SERVER-SIDE EXAMPLE (@httpCached directive)

This directive is used to activate HTTP Cache-Control header to either set them or check depending on whether the response goes through a CDN or if the resolver function output data gets requested over the network and the GraphQL server has caching capabilities built around the HTTP caching spec.

type User {
  name: String!
  age: Int!
  salary: Float!
}

type Query {
  getAllUsers (id: ID!, page: Int!, pageSize: Int!): [User!] @httpCached(action: "check", freshness: 1, validation: 0)
}

Why does regular HTTP content negotiation not sufficiently fulfil this need?

Hello @benjie, yes, proactive HTTP content negotiation does in fact cover/include HTTP compression. However, one GraphQL client can request a GraphQL response with or without compression (e.g. gzip - because it supports stream compression; think @defer, @stream directives) depending on the size of the response but yes they can go hand-in-hand. Also, for most GraphQL clients and servers out there in the wild, the primarily popular Content-Type is set to application/graphql (which i think is in the process of being standardised) OR application/json. In other words, JSON is preferred over say XML (which can also be a valid response content type format for GraphQL). But for compression, it should statutorily optional.

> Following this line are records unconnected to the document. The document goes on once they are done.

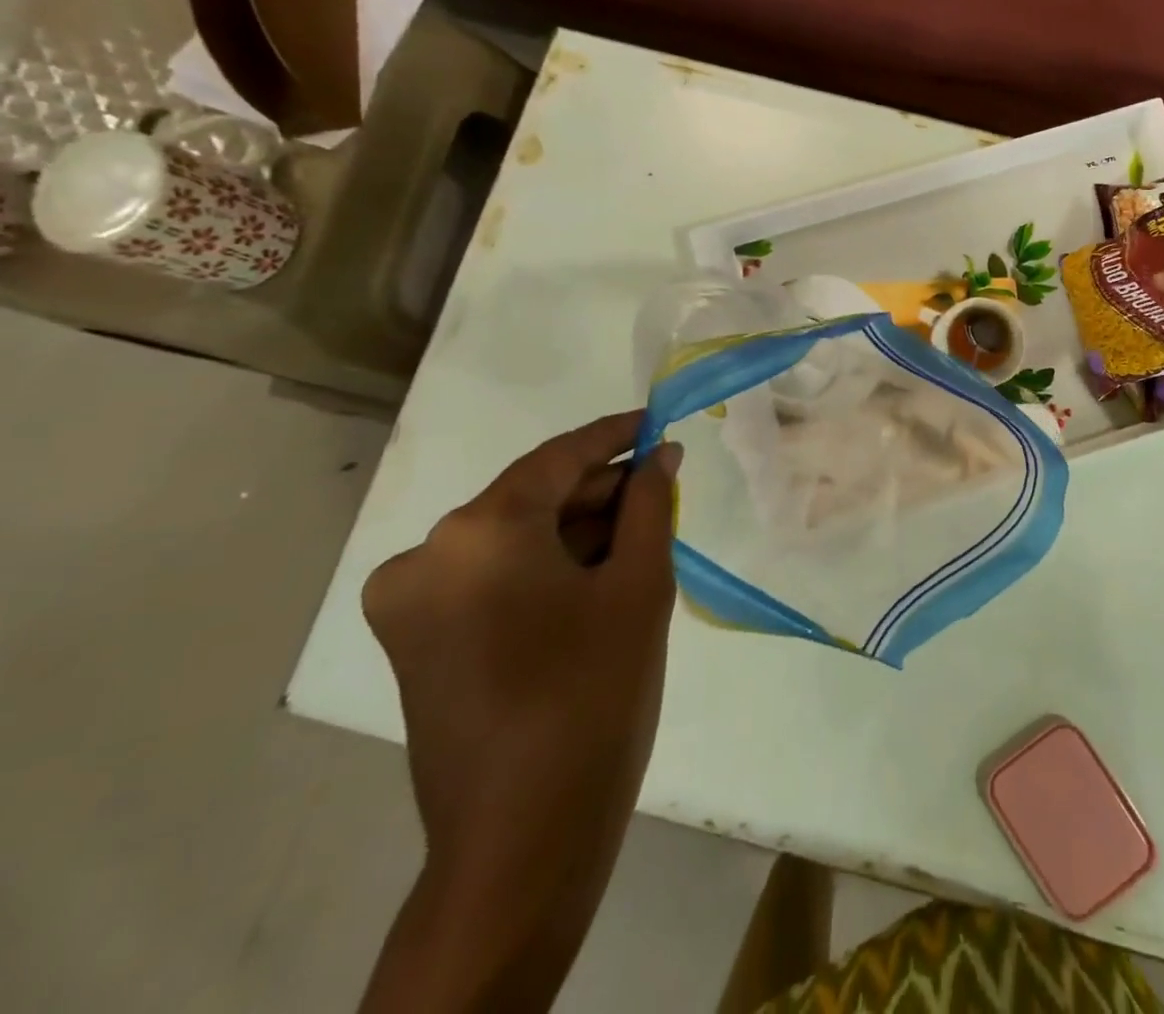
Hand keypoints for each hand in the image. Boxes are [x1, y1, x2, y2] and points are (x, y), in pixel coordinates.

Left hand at [360, 410, 680, 985]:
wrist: (524, 836)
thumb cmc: (595, 693)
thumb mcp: (639, 585)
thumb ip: (650, 505)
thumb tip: (661, 454)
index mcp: (479, 532)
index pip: (558, 457)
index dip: (615, 434)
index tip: (658, 420)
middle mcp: (427, 554)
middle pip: (531, 497)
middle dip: (599, 491)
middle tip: (661, 491)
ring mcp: (409, 601)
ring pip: (511, 536)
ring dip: (574, 531)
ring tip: (638, 540)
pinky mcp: (412, 639)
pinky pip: (488, 573)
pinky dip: (542, 565)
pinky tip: (595, 577)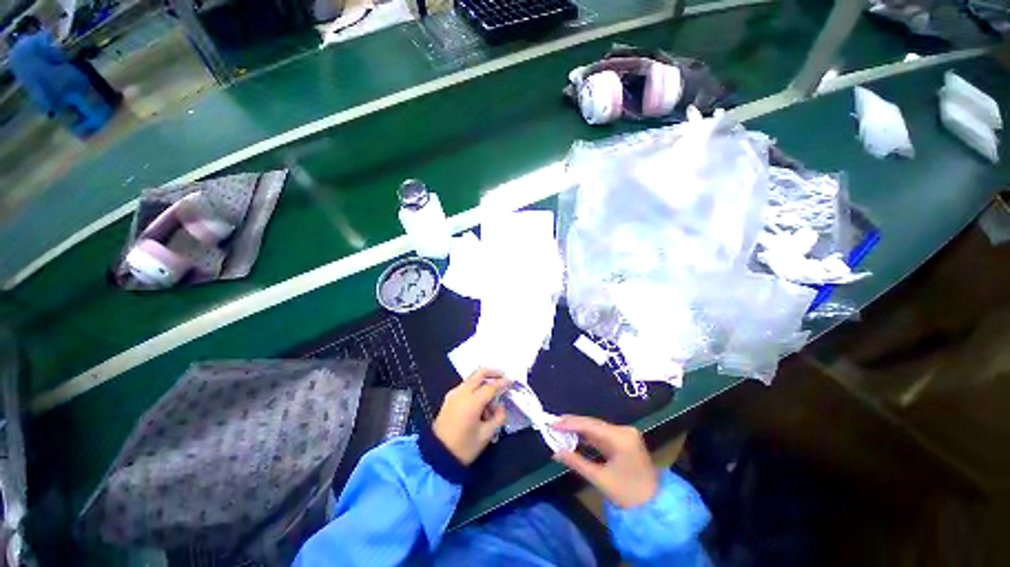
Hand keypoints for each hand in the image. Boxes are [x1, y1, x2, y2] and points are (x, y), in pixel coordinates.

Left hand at [432, 368, 510, 465]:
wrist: (436, 456)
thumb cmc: (463, 448)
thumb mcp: (485, 436)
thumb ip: (498, 418)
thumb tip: (501, 406)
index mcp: (472, 402)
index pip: (491, 386)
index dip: (503, 383)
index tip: (512, 381)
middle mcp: (462, 393)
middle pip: (479, 373)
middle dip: (493, 372)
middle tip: (503, 376)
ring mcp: (454, 394)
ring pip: (472, 378)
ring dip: (484, 380)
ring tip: (493, 394)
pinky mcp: (449, 398)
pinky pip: (466, 385)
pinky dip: (475, 386)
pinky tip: (480, 399)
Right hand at [552, 415, 658, 508]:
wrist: (653, 507)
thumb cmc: (627, 495)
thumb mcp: (599, 479)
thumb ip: (576, 462)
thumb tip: (555, 451)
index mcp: (621, 438)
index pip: (590, 425)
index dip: (570, 423)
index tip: (552, 422)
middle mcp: (624, 431)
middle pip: (593, 424)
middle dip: (572, 424)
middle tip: (553, 424)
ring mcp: (625, 434)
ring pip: (596, 428)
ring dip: (579, 429)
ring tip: (560, 428)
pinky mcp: (624, 440)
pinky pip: (602, 434)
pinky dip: (588, 435)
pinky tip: (575, 435)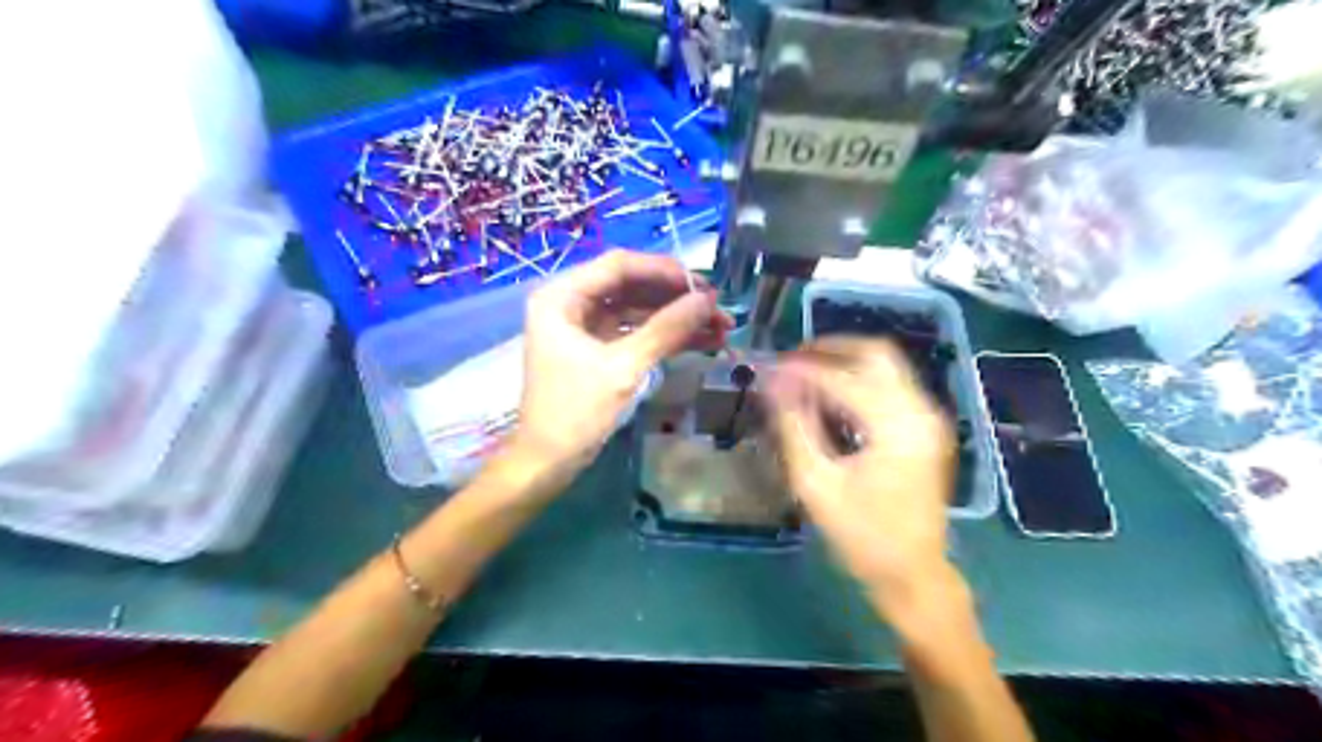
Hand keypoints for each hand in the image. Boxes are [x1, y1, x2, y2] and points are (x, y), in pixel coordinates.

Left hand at [515, 252, 734, 474]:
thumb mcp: (623, 368)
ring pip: (639, 311)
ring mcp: (585, 328)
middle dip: (676, 298)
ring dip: (677, 319)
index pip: (619, 266)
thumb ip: (666, 329)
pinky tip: (702, 341)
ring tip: (721, 327)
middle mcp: (571, 304)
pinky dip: (666, 337)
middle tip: (718, 307)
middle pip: (632, 286)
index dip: (664, 271)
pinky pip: (636, 333)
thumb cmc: (575, 412)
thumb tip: (708, 301)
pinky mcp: (598, 350)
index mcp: (562, 297)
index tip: (704, 284)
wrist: (548, 463)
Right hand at [770, 338, 956, 610]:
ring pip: (885, 363)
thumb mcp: (817, 485)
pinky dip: (857, 377)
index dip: (800, 369)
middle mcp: (919, 411)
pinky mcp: (925, 426)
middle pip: (875, 352)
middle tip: (790, 360)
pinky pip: (890, 382)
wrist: (914, 574)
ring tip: (803, 373)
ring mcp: (928, 416)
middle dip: (829, 348)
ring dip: (843, 360)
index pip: (842, 378)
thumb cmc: (863, 536)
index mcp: (896, 427)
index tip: (767, 369)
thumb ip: (794, 427)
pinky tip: (829, 394)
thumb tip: (772, 383)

Furthermore, a directive might be beneficial to apply HTTP compression only above a given JSON response size on the server-side. I also do believe it has more benefits to the many way GraphQL responses could be delivered quickly than applying deduplication as an alternative which doesn't work with streamed content (HTTP 1.1 streaming) as the response has to be complete before deduplication can take place. HTTP compression can also be effectively disabled (by default) at the GraphQL level (especially if the GraphQL server utilises signed HTTP cookie(s) for authorization and hence needs to worry about CSRF and consequently the BREACH attack linked to HTTP-level compression).

Also, @benjie, another scenario will be to rename the directive from @httpCompressed to @compressed. This will enable deduplication to be used alongside HTTP compression (gzip). So, the GraphQL server may inspect the query and if it doesn't find directive that might suggest the use of HTTP 1.1 streaming to formulate the GraphQL response (think @defer, @stream directives), the @compressed directive makes use of deduplication else it makes use of HTTP compression (gzip - stream compression support). This can further standardise control over how and when deduplication is applied from the client-side.

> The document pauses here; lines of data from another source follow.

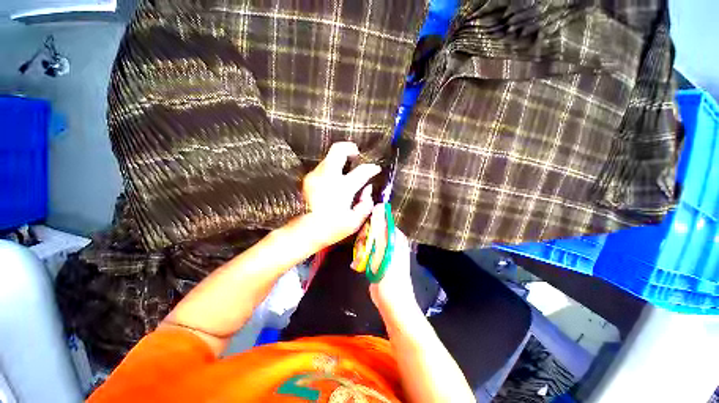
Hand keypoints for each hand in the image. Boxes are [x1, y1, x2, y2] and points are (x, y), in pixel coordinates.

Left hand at [303, 142, 380, 247]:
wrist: (301, 233)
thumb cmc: (330, 229)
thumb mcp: (354, 222)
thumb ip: (365, 205)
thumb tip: (367, 191)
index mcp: (342, 187)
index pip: (362, 171)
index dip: (372, 168)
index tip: (376, 169)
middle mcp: (327, 176)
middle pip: (338, 150)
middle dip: (349, 148)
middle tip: (356, 154)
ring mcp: (315, 176)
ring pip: (329, 158)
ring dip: (339, 160)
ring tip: (346, 170)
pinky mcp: (308, 180)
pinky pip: (322, 168)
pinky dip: (331, 169)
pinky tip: (334, 182)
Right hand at [368, 210, 415, 311]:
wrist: (391, 299)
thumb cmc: (387, 271)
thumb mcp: (382, 245)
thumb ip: (380, 225)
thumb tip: (379, 205)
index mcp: (396, 235)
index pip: (382, 220)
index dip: (370, 223)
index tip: (362, 231)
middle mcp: (392, 241)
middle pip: (374, 230)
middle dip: (365, 238)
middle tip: (362, 248)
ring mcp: (386, 251)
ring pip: (369, 241)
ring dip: (362, 248)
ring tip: (361, 258)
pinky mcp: (380, 260)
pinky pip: (369, 251)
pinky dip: (363, 255)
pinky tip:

When you say deduplication, what exactly are you referring to?

I mean removing duplicates that is and appears redundant in a given dataset as it applies to GraphQL response payloads (probably using logic like the one used here).

Again, I think this would be better served by HTTP content negotiation, in this case you could add Accept: application/graphql+jsoncrunch, application/graphql+json, application/json or some such.

OK @benjie , you do have a point. It's much better and more conformant to the use case than utilising directives. However, i want to ask: are these mime-types standardised for use via the HTTP RFCs ?

Not as far as I know; I don't think this specific spec would contain the GraphQL Crunch encoding for example, however this spec should be compatible with someone doing so. Much in the same way that the GraphQL Cursor Pagination Specification is not part of the GraphQL Spec, but is compatible with it. If changes are required to this spec to make it compatible I certainly support that 👍

Or if you mean the actual HTTP RFCs (rather than the GraphQL-over-HTTP RFC) then here's a good place to start your research: https://stackoverflow.com/a/11574673/141284

Closing this issue. There appears to be agreement that the solution is a combination of standard HTTP compression and HTTP content negotiation.